Cependant, plus étranglé, plus rauque et plus douloureux, le beuglement de l’aurochs se mêlait au souffle strident de l’homme. La tête de l’animal pivotait de plus en plus, et soudain de sa gueule pendit une énorme langue baveuse.

L’instant d’après, les oreilles des spectateurs voisins de l’arène perçurent le sourd broiement des os ; puis la bête croula comme une masse, le garrot tordu, morte.

En un clin d’œil, le géant avait désentravé les cornes et pris la vierge dans ses bras ; puis il se mit à haleter précipitamment.

Sa face était pâle, ses cheveux agglutinés par la sueur, ses épaules et ses bras ruisselants. Un moment, il resta immobile et comme hébété, puis il leva les yeux et regarda les spectateurs.

Dans l’amphithéâtre, on était comme fou.

Les murs de l’immense bâtiment tremblaient sous les clameurs de dizaines de milliers de poitrines. Depuis le commencement des jeux, on n’avait pas vu joie aussi délirante. Les occupants des gradins supérieurs avaient quitté leurs places, dévalaient vers l’arène et s’écrasaient dans les passages, entre les bancs, afin de mieux voir l’hercule. De toutes parts montèrent des voix demandant sa grâce, des voix passionnées, tenaces, qui bientôt se confondirent en un tumulte universel. Le géant devenait cher à cette foule éprise de force physique : il devenait le premier personnage dans Rome.

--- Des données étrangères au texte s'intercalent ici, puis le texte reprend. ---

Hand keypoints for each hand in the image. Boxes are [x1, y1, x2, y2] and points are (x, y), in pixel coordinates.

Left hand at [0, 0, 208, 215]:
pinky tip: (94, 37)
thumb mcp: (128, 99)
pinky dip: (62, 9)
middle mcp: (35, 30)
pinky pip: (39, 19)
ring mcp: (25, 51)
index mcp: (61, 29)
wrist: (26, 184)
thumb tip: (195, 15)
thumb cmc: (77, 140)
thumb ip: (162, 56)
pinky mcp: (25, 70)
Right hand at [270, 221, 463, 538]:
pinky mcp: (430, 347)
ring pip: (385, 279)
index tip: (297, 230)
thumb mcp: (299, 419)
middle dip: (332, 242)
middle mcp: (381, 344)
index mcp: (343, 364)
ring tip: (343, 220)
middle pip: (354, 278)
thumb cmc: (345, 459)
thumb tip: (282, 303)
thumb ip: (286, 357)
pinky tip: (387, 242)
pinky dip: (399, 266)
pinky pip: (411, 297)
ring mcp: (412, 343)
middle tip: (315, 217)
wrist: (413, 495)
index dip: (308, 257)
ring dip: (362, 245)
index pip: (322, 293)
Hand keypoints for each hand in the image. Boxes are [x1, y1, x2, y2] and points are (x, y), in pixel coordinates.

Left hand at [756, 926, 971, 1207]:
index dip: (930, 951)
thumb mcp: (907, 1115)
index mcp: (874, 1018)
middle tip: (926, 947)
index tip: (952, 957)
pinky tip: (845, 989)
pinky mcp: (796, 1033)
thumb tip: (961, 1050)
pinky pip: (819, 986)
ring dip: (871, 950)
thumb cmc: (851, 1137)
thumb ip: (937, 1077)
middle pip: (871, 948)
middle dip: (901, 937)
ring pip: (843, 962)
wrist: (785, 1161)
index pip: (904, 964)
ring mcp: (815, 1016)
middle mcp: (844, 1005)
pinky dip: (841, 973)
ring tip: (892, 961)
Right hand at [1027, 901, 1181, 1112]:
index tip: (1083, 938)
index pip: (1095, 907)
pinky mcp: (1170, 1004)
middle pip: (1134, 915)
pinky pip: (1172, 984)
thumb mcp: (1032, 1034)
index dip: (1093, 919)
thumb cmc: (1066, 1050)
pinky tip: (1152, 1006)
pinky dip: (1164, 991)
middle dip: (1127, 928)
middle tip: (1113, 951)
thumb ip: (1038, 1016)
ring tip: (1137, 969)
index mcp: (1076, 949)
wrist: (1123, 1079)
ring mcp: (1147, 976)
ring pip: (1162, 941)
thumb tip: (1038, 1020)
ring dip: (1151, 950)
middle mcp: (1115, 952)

Lui comprit que le peuple réclamait pour lui la vie et la liberté. Mais il n’en avait cure. Un moment, il promena ses regards autour de lui, puis il s’approcha du podium de César, en tenant sur ses bras allongés le corps de la jeune fille ; et il levait des yeux suppliants, comme pour dire : « C’est sa grâce que je demande ! C’est elle qu’il faut sauver ! C’est pour elle que j’ai fait cela ! »

Les assistants comprirent aussitôt son désir. À la vue de la jeune fille évanouie qui, auprès du corps énorme du Lygien, semblait une petite enfant, l’émotion s’empara de la foule, des chevaliers et des sénateurs. Sa frêle silhouette, son corps d’albâtre, son évanouissement, l’effroyable danger auquel le géant venait de l’arracher, et enfin sa beauté et le dévouement du Lygien, tout cela remua les cœurs. Des gens croyaient que c’était un père qui implorait la grâce de son enfant. La pitié s’alluma comme une flamme. On avait eu assez de sang, assez de morts, assez de supplices. Des voix étranglées de sanglots exigeaient leur grâce à tous deux.

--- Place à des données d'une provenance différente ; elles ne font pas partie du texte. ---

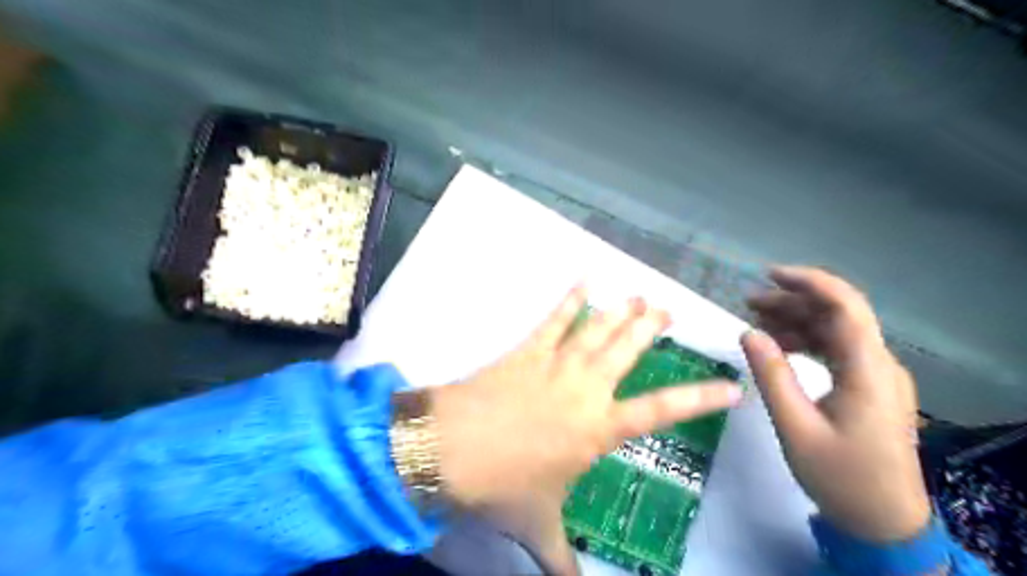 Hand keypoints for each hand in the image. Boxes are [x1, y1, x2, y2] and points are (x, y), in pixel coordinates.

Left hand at [431, 285, 741, 574]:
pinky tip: (584, 279)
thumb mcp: (539, 526)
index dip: (701, 398)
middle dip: (651, 328)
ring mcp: (557, 364)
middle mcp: (585, 389)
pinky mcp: (528, 351)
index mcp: (598, 428)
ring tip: (640, 297)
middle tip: (668, 310)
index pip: (663, 410)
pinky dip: (570, 299)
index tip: (732, 386)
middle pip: (628, 351)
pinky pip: (554, 320)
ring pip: (598, 330)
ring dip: (621, 312)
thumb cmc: (503, 486)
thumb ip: (563, 560)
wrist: (451, 449)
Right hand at [738, 268, 931, 541]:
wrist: (882, 522)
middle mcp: (879, 364)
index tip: (769, 275)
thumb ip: (771, 375)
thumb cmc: (839, 476)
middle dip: (793, 302)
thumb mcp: (795, 426)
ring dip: (797, 321)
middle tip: (748, 303)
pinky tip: (779, 347)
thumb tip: (748, 332)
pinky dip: (806, 342)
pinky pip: (836, 351)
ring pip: (836, 331)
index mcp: (867, 371)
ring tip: (756, 322)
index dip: (809, 282)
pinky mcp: (869, 387)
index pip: (845, 307)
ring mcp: (877, 375)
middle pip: (838, 315) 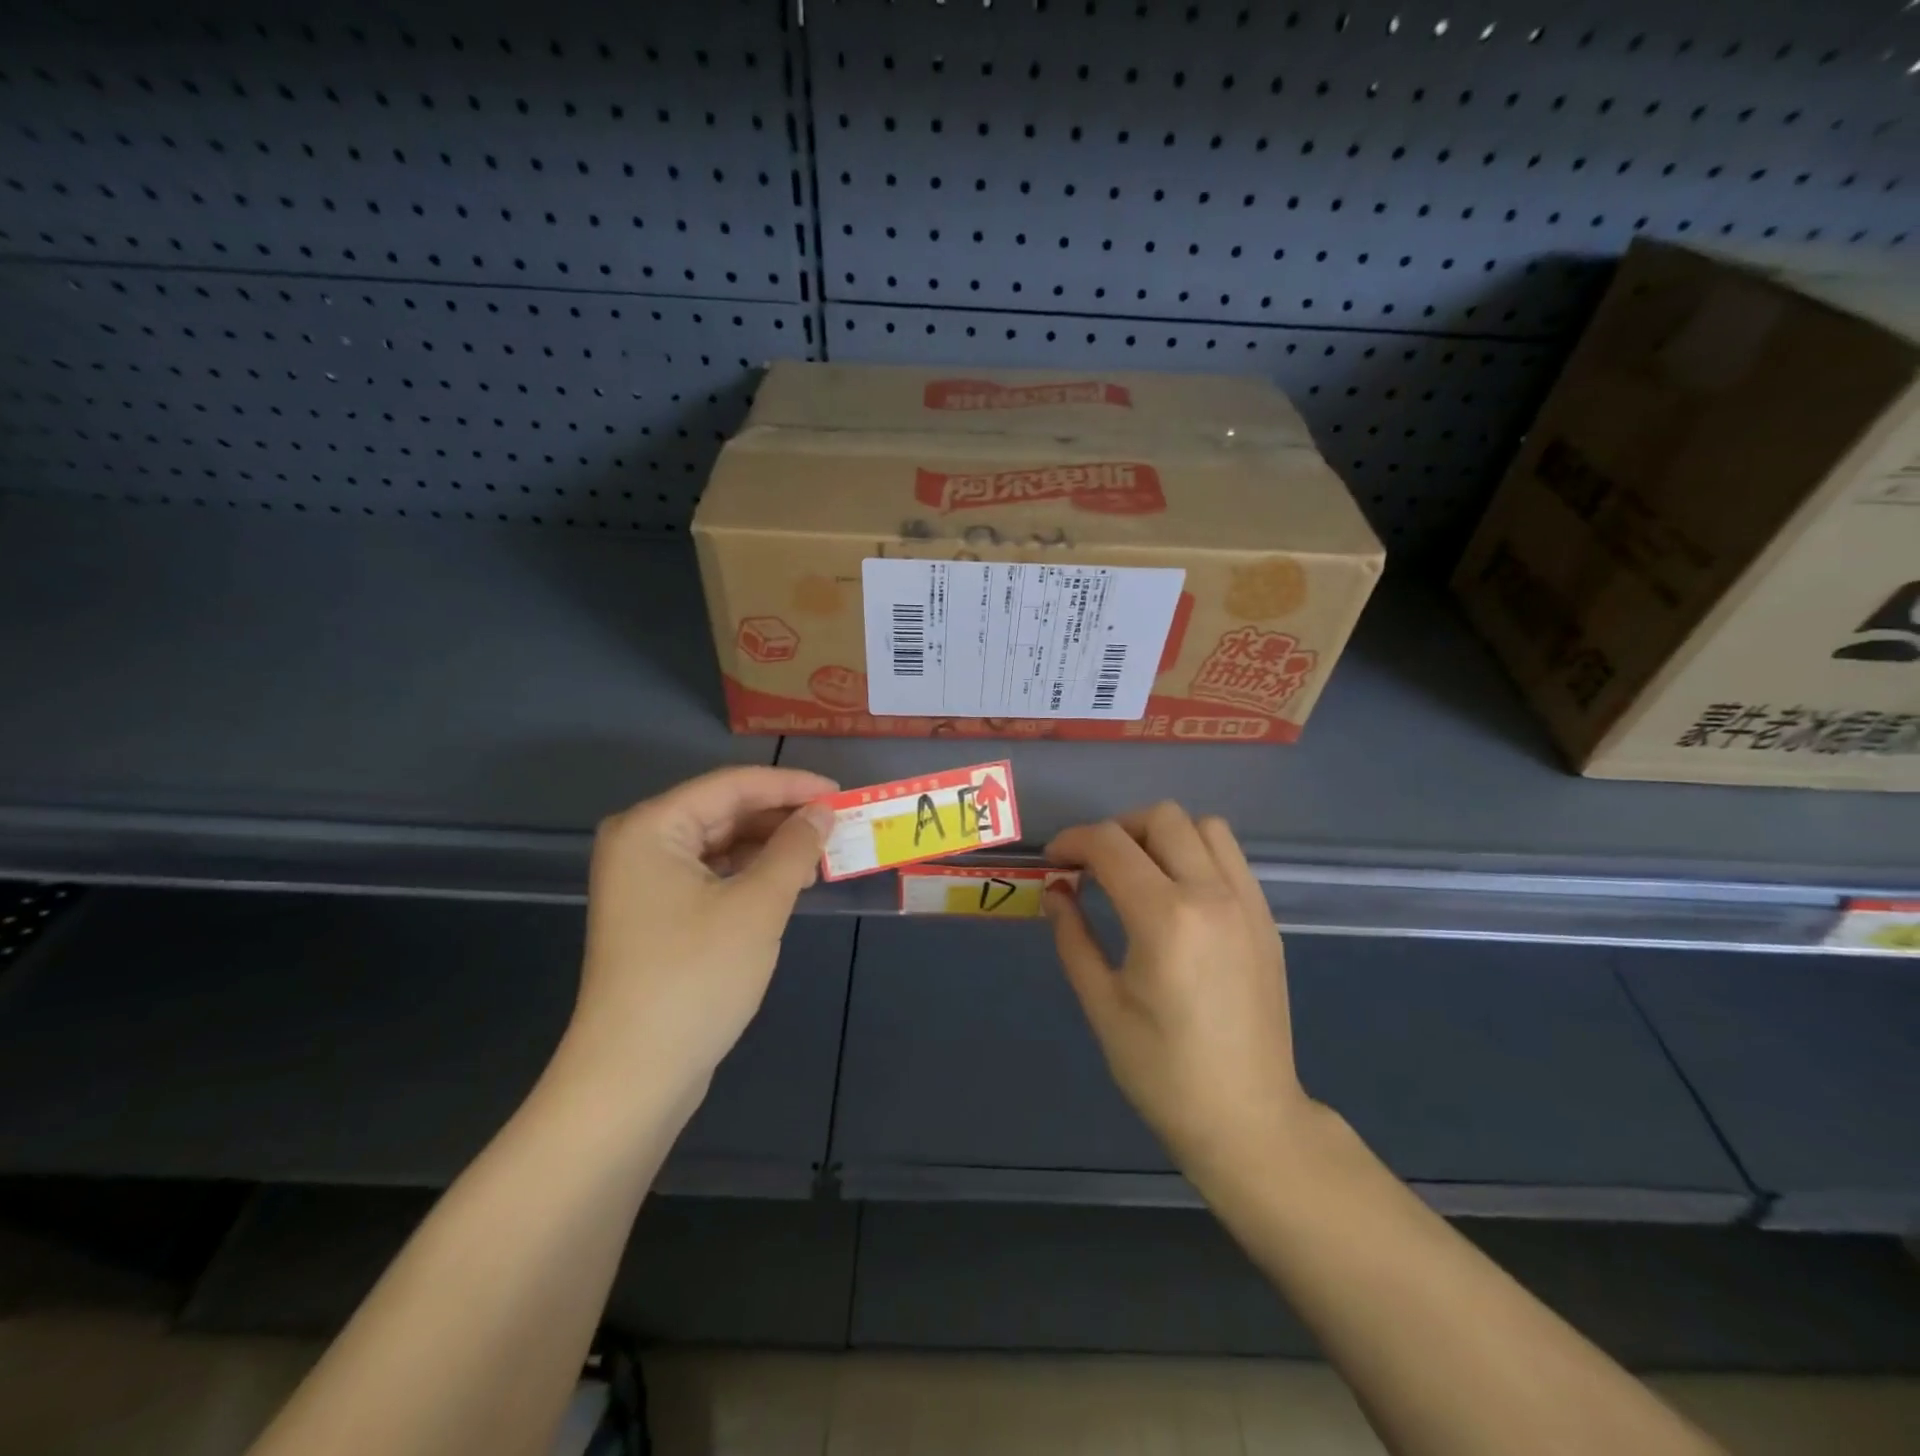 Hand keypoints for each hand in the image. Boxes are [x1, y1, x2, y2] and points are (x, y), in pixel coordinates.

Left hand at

Cependant Ursus faisait le tour de l’arène, continuant à promener la jeune fille dans ses bras, suppliant des yeux et du geste qu’on laissât la vie sauve à Lygie. Soudain, Vinicius bondit de sa place, franchit la cloison du pourtour, se précipita vers Lygie et couvrit de sa toge le corps nu de sa fiancée.

Puis il déchira sa tunique sur sa poitrine, découvrant les cicatrices de ses blessures d’Arménie, et tendit les bras vers le peuple.

Alors, la frénésie dépassa les limites de tout ce qui s’était jamais vu à l’amphithéâtre. La foule se mit à trépigner et à hurler. Les voix qui réclamaient la grâce devinrent menaçantes. Le peuple prenait le parti, non seulement du géant, mais aussi de la vierge et du soldat, et de leur amour. Des milliers de spectateurs tournèrent vers César des poings crispés. Des éclairs de fureur luisaient dans tous les yeux. Néron hésitait. Il ne ressentait aucune haine pour Vinicius, il est vrai, et la mort de Lygie ne lui importait pas outre mesure. Mais il eût préféré voir le corps de la jeune fille éventré par les cornes du taureau, ou déchiqueté par les crocs des fauves. Sa cruauté, de même que son imagination dépravée, se complaisait voluptueusement à de tels spectacles. Et voici que le peuple voulait le priver de sa joie ! La fureur se peignit sur son visage bouffi de graisse. D’ailleurs, son amour-propre s’opposait à ce qu’il se soumît à la volonté de la populace ; d’autre part, sa couardise native l’empêchait d’oser un refus.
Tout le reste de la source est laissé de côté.